Small heritage 0-4-0T industrial steam locomotive

Rishra (works number 2007) was built in 1921 by Baguley Cars Ltd. Following a working life in India it is now preserved at the Leighton Buzzard Light Railway, Bedfordshire, England.

It is the one of only 31 Baguley steam locomotives built.

==History==
Baguley Cars Ltd took the order on 7 July 1919 for their works number 2007 locomotive and delivered in on 28 November 1921 to Light Railways Ltd.

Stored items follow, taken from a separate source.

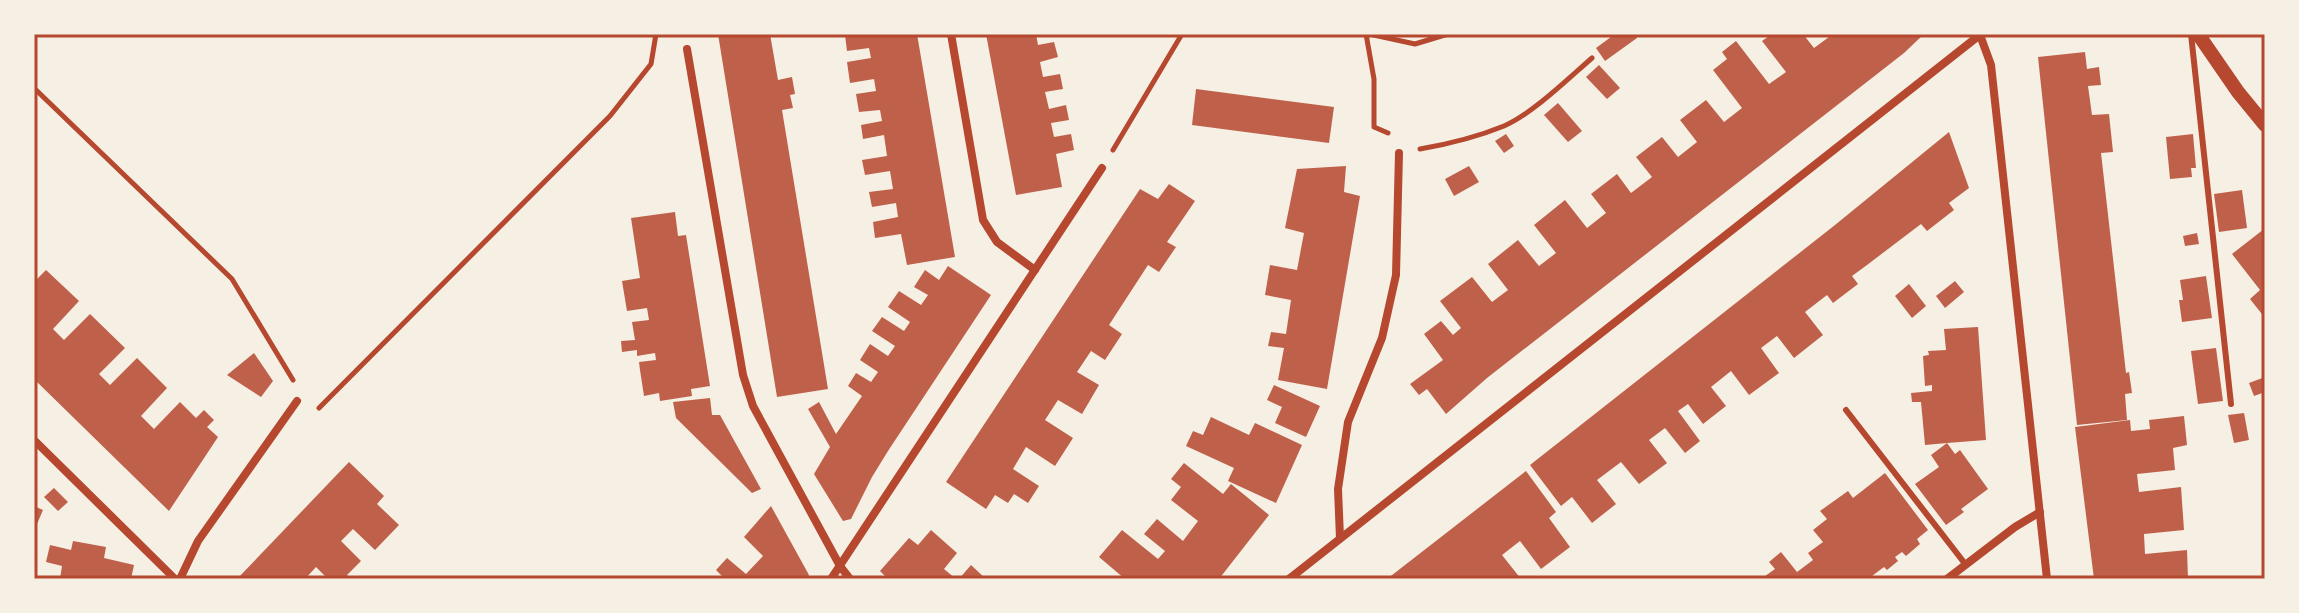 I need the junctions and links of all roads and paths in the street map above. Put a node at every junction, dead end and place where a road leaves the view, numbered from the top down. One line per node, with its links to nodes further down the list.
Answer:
1 (656, 34): 17 (path)
2 (951, 34): 16 (street)
3 (1182, 34): 15 (path)
4 (1368, 34): 5 (path); 13 (path)
5 (1448, 34)
6 (1981, 34): 21 (street); 22 (street)
7 (2191, 34): 18 (lane)
8 (2198, 34): 12 (street)
9 (687, 49): 24 (street)
10 (1592, 58): 14 (path)
11 (34, 88): 17 (path)
12 (2265, 125)
13 (1393, 135)
14 (1399, 153): 22 (street)
15 (1102, 168): 16 (street)
16 (1035, 270): 24 (street)
17 (300, 397): 25 (street)
18 (2231, 404)
19 (1846, 410): 23 (lane)
20 (34, 440): 25 (street)
21 (2040, 512): 23 (street); 30 (street)
22 (1340, 538): 28 (street)
23 (1966, 565): 29 (street)
24 (840, 566): 26 (street); 27 (street)
25 (177, 579)
26 (831, 579)
27 (850, 579)
28 (1289, 579)
29 (1947, 579)
30 (2047, 579) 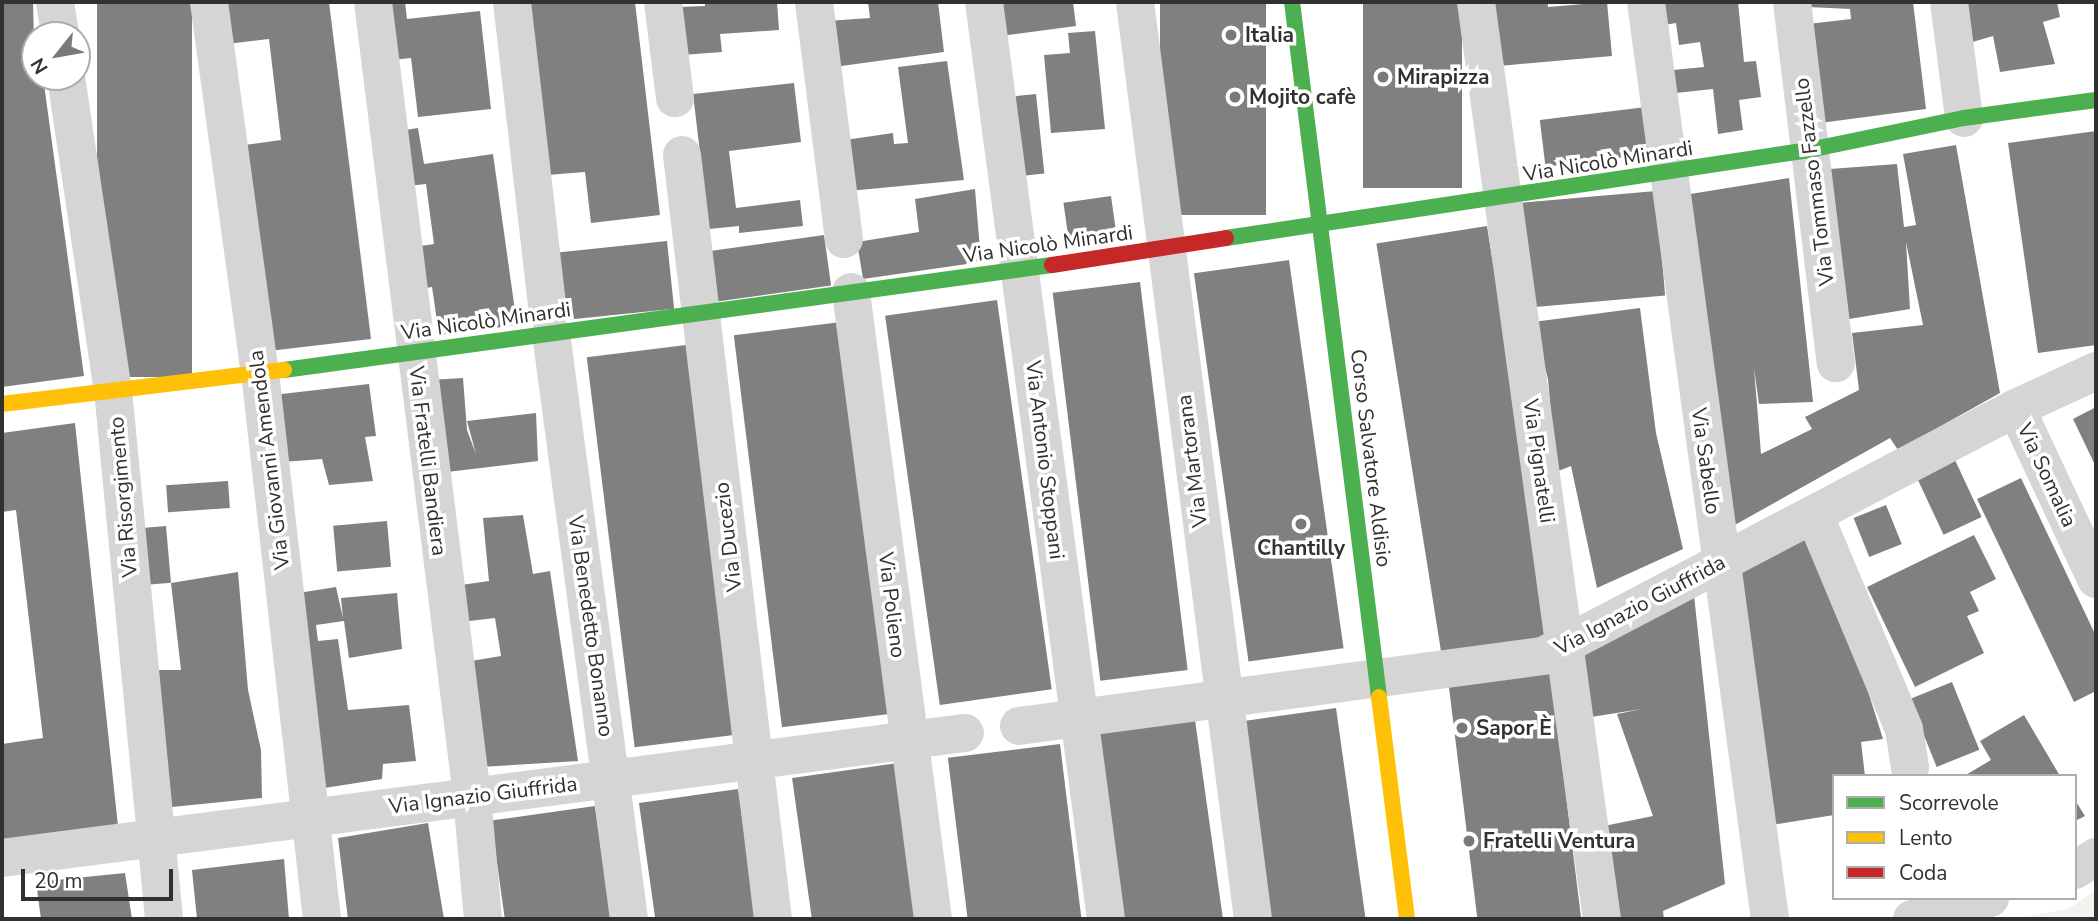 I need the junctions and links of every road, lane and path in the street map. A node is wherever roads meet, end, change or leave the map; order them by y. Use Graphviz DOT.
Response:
graph roads {
  1 [pos="55,2"];
  2 [pos="209,2"];
  3 [pos="373,2"];
  4 [pos="512,2"];
  5 [pos="663,2"];
  6 [pos="814,2"];
  7 [pos="984,2"];
  8 [pos="1135,2"];
  9 [pos="1292,2"];
  10 [pos="1476,2"];
  11 [pos="1646,2"];
  12 [pos="1792,2"];
  13 [pos="1949,2"];
  14 [pos="58,21"];
  15 [pos="68,91"];
  16 [pos="675,98"];
  17 [pos="2096,100"];
  18 [pos="1964,118"];
  19 [pos="1810,150"];
  20 [pos="682,155"];
  21 [pos="1668,173"];
  22 [pos="1500,200"];
  23 [pos="1320,221"];
  24 [pos="844,239"];
  25 [pos="1166,249"];
  26 [pos="1020,269"];
  27 [pos="851,292"];
  28 [pos="701,313"];
  29 [pos="549,318"];
  30 [pos="414,352"];
  31 [pos="1836,363"];
  32 [pos="2096,371"];
  33 [pos="260,373"];
  34 [pos="113,390"];
  35 [pos="2,404"];
  36 [pos="2016,408"];
  37 [pos="1814,514"];
  38 [pos="1720,563"];
  39 [pos="2096,579"];
  40 [pos="1565,644"];
  41 [pos="1376,675"];
  42 [pos="1221,699"];
  43 [pos="1079,718"];
  44 [pos="1018,726"];
  45 [pos="965,733"];
  46 [pos="910,740"];
  47 [pos="754,760"];
  48 [pos="1910,768"];
  49 [pos="612,778"];
  50 [pos="472,796"];
  51 [pos="310,817"];
  52 [pos="153,841"];
  53 [pos="2096,857"];
  54 [pos="2,858"];
  55 [pos="2077,869"];
  56 [pos="1982,900"];
  57 [pos="1937,912"];
  58 [pos="164,919"];
  59 [pos="322,919"];
  60 [pos="483,919"];
  61 [pos="629,919"];
  62 [pos="773,919"];
  63 [pos="933,919"];
  64 [pos="1106,919"];
  65 [pos="1253,919"];
  66 [pos="1407,919"];
  67 [pos="1602,919"];
  68 [pos="1770,919"];
  1 -- 14 [label="street"];
  2 -- 33 [label="street, Via Giovanni Amendola"];
  3 -- 30 [label="street, Via Fratelli Bandiera"];
  4 -- 29 [label="street, Via Benedetto Bonanno"];
  5 -- 16 [label="street"];
  6 -- 24 [label="street"];
  7 -- 26 [label="street, Via Antonio Stoppani"];
  8 -- 25 [label="street, Via Martorana"];
  9 -- 23 [label="street, Corso Salvatore Aldisio"];
  10 -- 22 [label="street, Via Pignatelli"];
  11 -- 21 [label="street, Via Sabello"];
  12 -- 19 [label="street, Via Tommaso Fazzello"];
  13 -- 18 [label="street"];
  15 -- 34 [label="street, Via Risorgimento"];
  17 -- 18 [label="street, Via Nicolò Minardi"];
  18 -- 19 [label="street, Via Nicolò Minardi"];
  19 -- 21 [label="street, Via Nicolò Minardi"];
  19 -- 31 [label="street, Via Tommaso Fazzello"];
  20 -- 28 [label="street, Via Ducezio"];
  21 -- 22 [label="street, Via Nicolò Minardi"];
  21 -- 38 [label="street, Via Sabello"];
  22 -- 23 [label="street, Via Nicolò Minardi"];
  22 -- 40 [label="street, Via Pignatelli"];
  23 -- 25 [label="street, Via Nicolò Minardi"];
  23 -- 41 [label="street, Corso Salvatore Aldisio"];
  25 -- 26 [label="street, Via Nicolò Minardi"];
  25 -- 42 [label="street, Via Martorana"];
  26 -- 27 [label="street, Via Nicolò Minardi"];
  26 -- 43 [label="street, Via Antonio Stoppani"];
  27 -- 28 [label="street, Via Nicolò Minardi"];
  27 -- 46 [label="street, Via Polieno"];
  28 -- 29 [label="street, Via Nicolò Minardi"];
  28 -- 47 [label="street, Via Ducezio"];
  29 -- 30 [label="street, Via Nicolò Minardi"];
  29 -- 49 [label="street, Via Benedetto Bonanno"];
  30 -- 33 [label="street, Via Nicolò Minardi"];
  30 -- 50 [label="street, Via Fratelli Bandiera"];
  32 -- 36 [label="street, Via Ignazio Giuffrida"];
  33 -- 34 [label="street, Via Nicolò Minardi"];
  33 -- 51 [label="street, Via Giovanni Amendola"];
  34 -- 35 [label="street, Via Nicolò Minardi"];
  34 -- 52 [label="street, Via Risorgimento"];
  36 -- 37 [label="street, Via Ignazio Giuffrida"];
  36 -- 39 [label="street, Via Somalia"];
  37 -- 38 [label="street, Via Ignazio Giuffrida"];
  37 -- 48 [label="street"];
  38 -- 40 [label="street, Via Ignazio Giuffrida"];
  38 -- 68 [label="street, Via Sabello"];
  40 -- 41 [label="street, Via Ignazio Giuffrida"];
  40 -- 67 [label="street, Via Pignatelli"];
  41 -- 42 [label="street, Via Ignazio Giuffrida"];
  41 -- 66 [label="street, Corso Salvatore Aldisio"];
  42 -- 43 [label="street, Via Ignazio Giuffrida"];
  42 -- 65 [label="street, Via Martorana"];
  43 -- 44 [label="street, Via Ignazio Giuffrida"];
  43 -- 64 [label="street, Via Antonio Stoppani"];
  45 -- 46 [label="street, Via Ignazio Giuffrida"];
  46 -- 47 [label="street, Via Ignazio Giuffrida"];
  46 -- 63 [label="street, Via Polieno"];
  47 -- 49 [label="street, Via Ignazio Giuffrida"];
  47 -- 62 [label="street, Via Ducezio"];
  49 -- 50 [label="street, Via Ignazio Giuffrida"];
  49 -- 61 [label="street, Via Benedetto Bonanno"];
  50 -- 51 [label="street, Via Ignazio Giuffrida"];
  50 -- 60 [label="street, Via Fratelli Bandiera"];
  51 -- 52 [label="street, Via Ignazio Giuffrida"];
  51 -- 59 [label="street, Via Giovanni Amendola"];
  52 -- 54 [label="street, Via Ignazio Giuffrida"];
  52 -- 58 [label="street, Via Risorgimento"];
  53 -- 55 [label="street"];
  56 -- 57 [label="street"];
}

The locomotive was used by the Calcutta Corporation for shunting coal wagons at a water pumping station in Barrackpore, India.

Left abandoned in undergrowth, it was rescued in 1963 by Michael Satow (Note: Satow founded the Indian National Rail Museum in New Delhi.), a senior executive of Imperial Chemical Industries (ICI), who had the locomotive restored at the Hooghly Docking and Engineering Company, Rishra, Kolkata (Calcutta). (Note: It seems likely this is the origin of naming of the locative as Rishra.)

It was repatriated to the Leighton Buzzard Light Railway in England by Satow in 1971.

It is one of only four preserved locomotives fitted with Baguley valve gear, similar to the Bagnall-Price gear which was adopted by Bagnall after Ernest E. Baguley left that firm.